I think we might exclude these when scraping the files. We could delete the ones we have already.

iangow commented 4 years ago

Also, we could use the check digit when scraping. We could delete the ones we have (it might make sense to delete them from the "processed" table if we can see a fix that would work on a second pass).

iangow commented 4 years ago

Interestingly the format varies for these:

library(dplyr, warn.conflicts = FALSE)
library(DBI)
pg <- dbConnect(RPostgres::Postgres())
rs <- dbExecute(pg, "SET search_path TO edgar")
cusip_cik <- tbl(pg, "cusip_cik")

cusip_cik %>%
  filter(cusip %!~% '[0-9]') %>%
  count(cusip, formats) %>%
  arrange(desc(n))
#> # Source:     lazy query [?? x 3]
#> # Database:   postgres [igow@10.101.13.99:5432/crsp]
#> # Groups:     cusip
#> # Ordered by: desc(n)
#>    cusip     formats n      
#>    <chr>     <chr>   <int64>
#>  1 SEECOVER  D       1164   
#>  2 SCHEDULE  C        340   
#>  3 MMONSTOCK AB       175   
#>  4 PPLICABLE AB       137   
#>  5 PPLIEDFOR A         60   
#>  6 SCHEDULE  D         55   
#>  7 AVAILABLE AB        52   
#>  8 MMONSTOCK A         38   
#>  9 ROBERT    D         34   
#> 10 COMMON    C         28   
#> # … with more rows

Created on 2019-12-10 by the reprex package (v0.3.0)

iangow commented 4 years ago

@bdcallen

I think the rule of thumb we want to use with this table is: If it's listed as a CUSIP in a filing then we want it in the table, even if it's six digits, etc. But I would guess if we looked at the filings yielding the SEECOVER, SCHEDULE, etc., options above then these are not listed as CUSIPs, so we don't want them.

This table should be a little bit "raw data"; subsequent work might clarify six-digit or seven-digit CUSIPs (in the former case, these may be just the issuer component, in the latter, they may drop "leading zeros" … even though CUSIPs are not numbers, so the zeroes aren't really "leading").

iangow commented 4 years ago

But we shouldn't go crazy trying to solve all problems.
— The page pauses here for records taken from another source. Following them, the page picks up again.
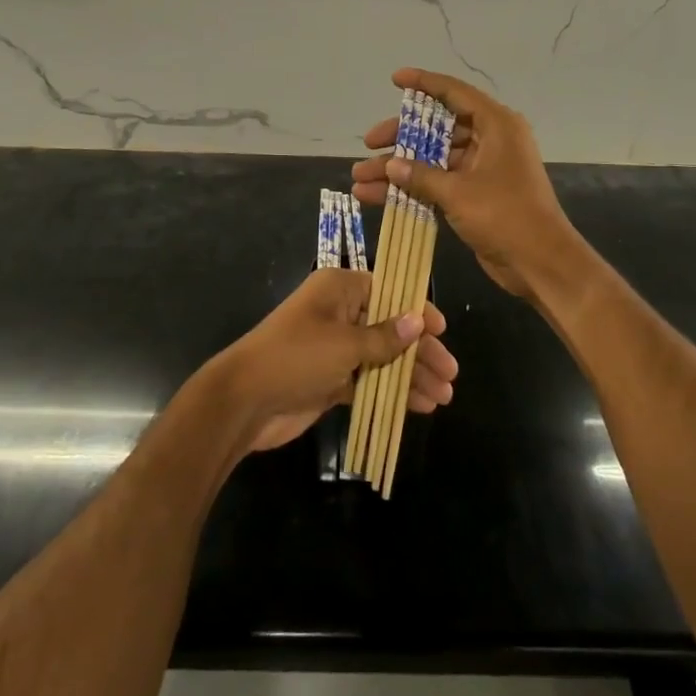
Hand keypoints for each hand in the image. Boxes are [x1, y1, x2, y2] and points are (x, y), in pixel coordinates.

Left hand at [212, 266, 457, 454]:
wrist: (244, 401)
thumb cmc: (295, 357)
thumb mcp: (344, 344)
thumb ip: (384, 337)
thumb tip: (419, 322)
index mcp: (340, 289)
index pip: (389, 291)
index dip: (417, 310)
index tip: (443, 330)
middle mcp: (340, 313)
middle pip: (390, 327)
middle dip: (420, 351)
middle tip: (451, 374)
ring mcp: (335, 348)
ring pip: (382, 357)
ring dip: (411, 375)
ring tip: (443, 398)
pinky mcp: (331, 379)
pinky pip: (369, 380)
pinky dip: (392, 391)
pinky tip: (419, 406)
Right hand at [351, 68, 585, 302]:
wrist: (540, 264)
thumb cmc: (505, 215)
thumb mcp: (458, 193)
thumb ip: (420, 176)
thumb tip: (390, 165)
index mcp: (496, 125)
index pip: (454, 93)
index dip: (423, 84)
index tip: (395, 79)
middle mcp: (491, 140)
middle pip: (438, 129)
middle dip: (401, 138)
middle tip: (369, 143)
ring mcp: (483, 168)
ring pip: (434, 159)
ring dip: (399, 169)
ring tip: (360, 178)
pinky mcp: (476, 194)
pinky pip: (438, 182)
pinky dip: (413, 188)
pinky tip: (377, 196)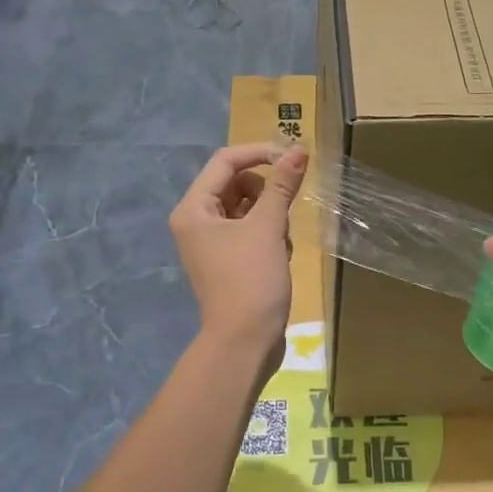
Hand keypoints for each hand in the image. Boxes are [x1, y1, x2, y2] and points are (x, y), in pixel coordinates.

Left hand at [170, 144, 306, 354]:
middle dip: (266, 192)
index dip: (260, 153)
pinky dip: (269, 235)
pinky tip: (279, 257)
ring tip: (280, 241)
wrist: (245, 342)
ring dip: (271, 216)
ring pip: (248, 207)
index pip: (226, 161)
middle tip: (285, 210)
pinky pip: (251, 230)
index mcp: (194, 209)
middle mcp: (197, 222)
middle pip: (236, 183)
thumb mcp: (269, 227)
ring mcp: (213, 243)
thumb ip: (282, 185)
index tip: (294, 158)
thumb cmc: (251, 280)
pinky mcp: (229, 260)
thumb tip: (298, 149)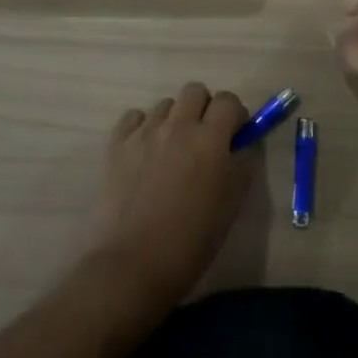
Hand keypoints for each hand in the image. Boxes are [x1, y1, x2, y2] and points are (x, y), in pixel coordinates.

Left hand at [88, 83, 251, 316]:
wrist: (131, 266)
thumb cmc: (190, 242)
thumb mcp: (231, 205)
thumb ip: (240, 165)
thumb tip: (240, 144)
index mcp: (210, 139)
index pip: (229, 101)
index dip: (235, 115)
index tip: (234, 135)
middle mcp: (178, 125)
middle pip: (195, 91)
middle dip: (204, 108)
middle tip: (203, 139)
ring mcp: (144, 132)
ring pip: (165, 104)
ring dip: (174, 120)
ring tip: (171, 151)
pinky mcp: (117, 144)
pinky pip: (134, 117)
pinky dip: (143, 127)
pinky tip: (144, 152)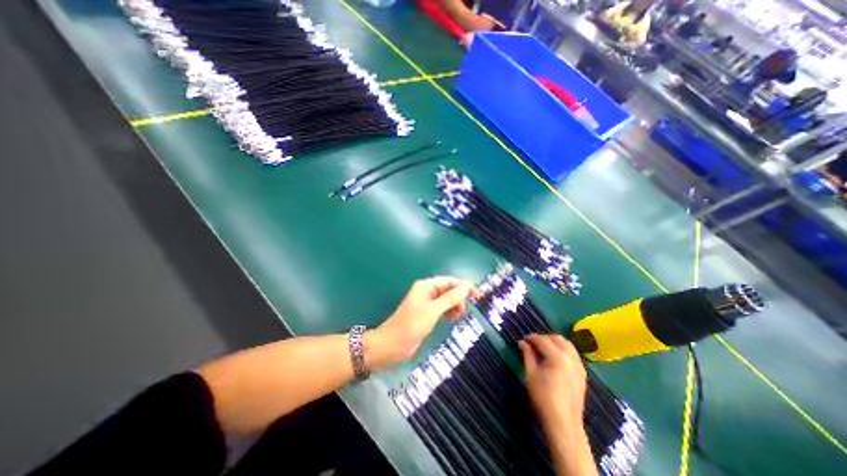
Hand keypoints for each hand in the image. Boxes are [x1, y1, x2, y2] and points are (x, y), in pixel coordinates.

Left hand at [365, 275, 478, 370]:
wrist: (392, 345)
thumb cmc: (411, 326)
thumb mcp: (432, 311)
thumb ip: (450, 298)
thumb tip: (466, 287)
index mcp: (426, 286)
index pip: (449, 281)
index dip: (464, 286)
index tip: (478, 296)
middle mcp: (427, 291)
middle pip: (449, 289)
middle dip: (458, 298)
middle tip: (462, 312)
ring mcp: (427, 303)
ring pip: (447, 300)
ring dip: (455, 306)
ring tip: (457, 317)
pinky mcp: (427, 313)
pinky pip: (443, 308)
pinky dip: (449, 312)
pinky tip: (452, 319)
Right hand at [520, 335, 586, 434]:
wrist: (563, 424)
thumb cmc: (543, 398)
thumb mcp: (531, 374)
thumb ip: (527, 355)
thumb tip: (522, 342)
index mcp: (557, 357)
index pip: (542, 340)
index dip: (531, 338)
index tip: (523, 340)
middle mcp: (571, 358)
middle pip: (557, 338)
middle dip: (544, 337)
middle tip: (533, 344)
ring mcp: (579, 366)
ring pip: (567, 344)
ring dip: (555, 342)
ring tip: (544, 349)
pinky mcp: (582, 374)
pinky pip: (573, 354)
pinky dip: (564, 350)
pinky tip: (555, 358)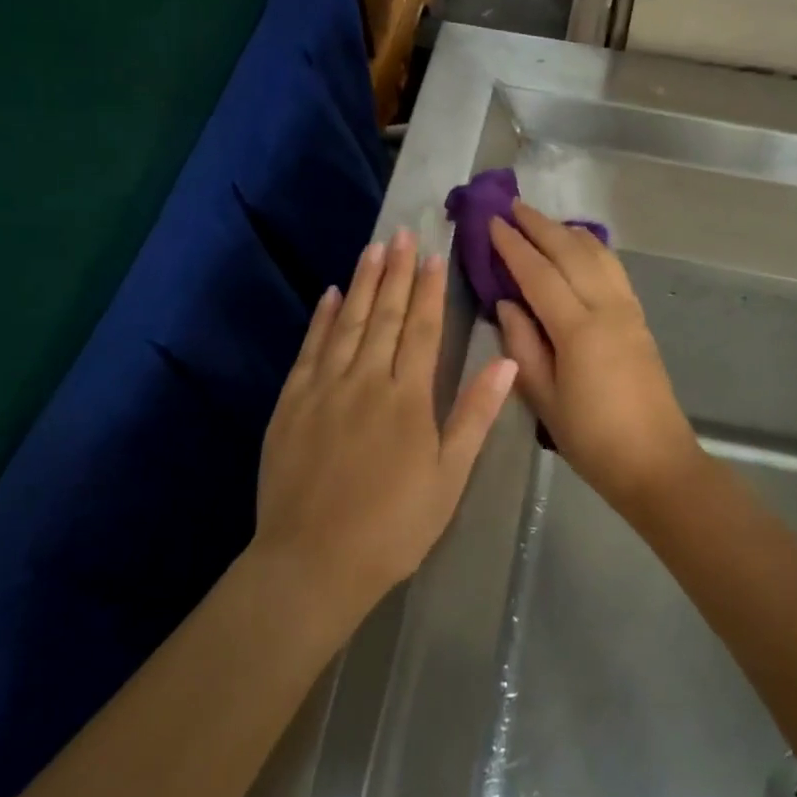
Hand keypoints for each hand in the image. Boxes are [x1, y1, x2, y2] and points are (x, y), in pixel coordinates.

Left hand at [255, 230, 517, 614]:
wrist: (313, 562)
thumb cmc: (393, 526)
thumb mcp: (448, 477)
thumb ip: (475, 415)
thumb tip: (505, 361)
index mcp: (407, 397)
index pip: (421, 329)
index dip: (429, 290)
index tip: (434, 255)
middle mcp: (365, 380)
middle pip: (384, 315)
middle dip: (396, 272)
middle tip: (403, 233)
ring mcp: (324, 389)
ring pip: (347, 323)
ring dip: (362, 283)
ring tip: (373, 248)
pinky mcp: (292, 404)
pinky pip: (310, 350)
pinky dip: (321, 319)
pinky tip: (330, 295)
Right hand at [489, 201, 702, 513]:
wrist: (656, 462)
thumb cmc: (592, 439)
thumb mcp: (543, 401)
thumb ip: (521, 347)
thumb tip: (506, 303)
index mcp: (578, 331)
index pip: (539, 274)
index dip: (513, 246)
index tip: (492, 222)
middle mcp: (606, 309)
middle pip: (571, 252)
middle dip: (540, 225)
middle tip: (512, 206)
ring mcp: (628, 310)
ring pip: (597, 254)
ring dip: (567, 230)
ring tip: (542, 220)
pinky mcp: (640, 318)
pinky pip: (613, 268)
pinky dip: (592, 248)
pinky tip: (580, 246)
bdcallen commented 4 years ago

@iangow Just read the reference you sent me here. I've actually been wondering if a subset of these cases are different types of numbers given erroneously as cusip numbers (like gvkey and permno). In fact, I know for a fact that some filings of these types quote Sedol numbers instead of Cusip numbers (usually these appear in similar regex's to those for cusips, but with SEDOL replacing CUSIP in the regex). I think alternative numbers is a hypothesis worth exploring for some cases.

bdcallen commented 4 years ago

@iangow Also, would WRDS contain the issue identifiers (7th and 8th digit), as well as a description of the security? We could perhaps use that to deduce the correct 9 digit cusip for cases where the number of characters is less than 8.
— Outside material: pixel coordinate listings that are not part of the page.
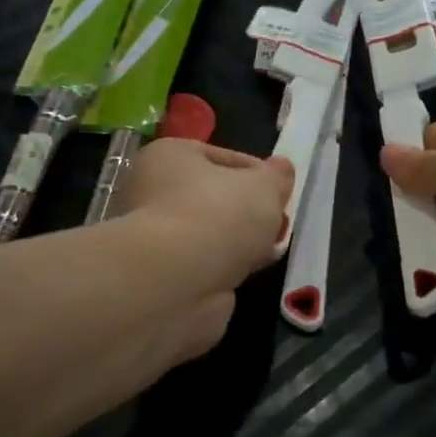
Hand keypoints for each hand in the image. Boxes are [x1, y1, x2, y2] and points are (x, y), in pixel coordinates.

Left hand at [116, 139, 291, 355]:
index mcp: (170, 156)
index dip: (260, 174)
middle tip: (277, 224)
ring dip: (240, 242)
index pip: (225, 158)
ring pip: (213, 233)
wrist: (179, 280)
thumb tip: (281, 169)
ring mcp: (157, 236)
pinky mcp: (165, 273)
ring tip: (269, 251)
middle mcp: (153, 191)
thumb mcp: (264, 185)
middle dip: (251, 212)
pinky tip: (249, 272)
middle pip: (217, 197)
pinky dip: (227, 267)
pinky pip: (207, 263)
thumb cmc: (219, 215)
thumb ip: (277, 176)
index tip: (282, 194)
iangow commented 4 years ago

If we could easily flag them as SEDOLs, then perhaps we could do that. But perhaps only worthwhile if pretty common. Easier would be to skip numbers that we flag as SEDOLs.

iangow commented 4 years ago

@iangow Also, would WRDS contain the issue identifiers (7th and 8th digit), as well as a description of the security? We could perhaps use that to deduce the correct 9 digit cusip for cases where the number of characters is less than 8.

There would be more than one in general. As mentioned, if we can confirm (somehow) that the provided CUSIP is six digits, then we should just collect that for this table. Any back-end clean-up using other data sources should be done elsewhere. You don't want a table that is a mix of raw data and processed-in-database data.

iangow commented 4 years ago

I think this issue only makes sense when the CUSIPs have nine digits. So I'm closing this one in favor of #85.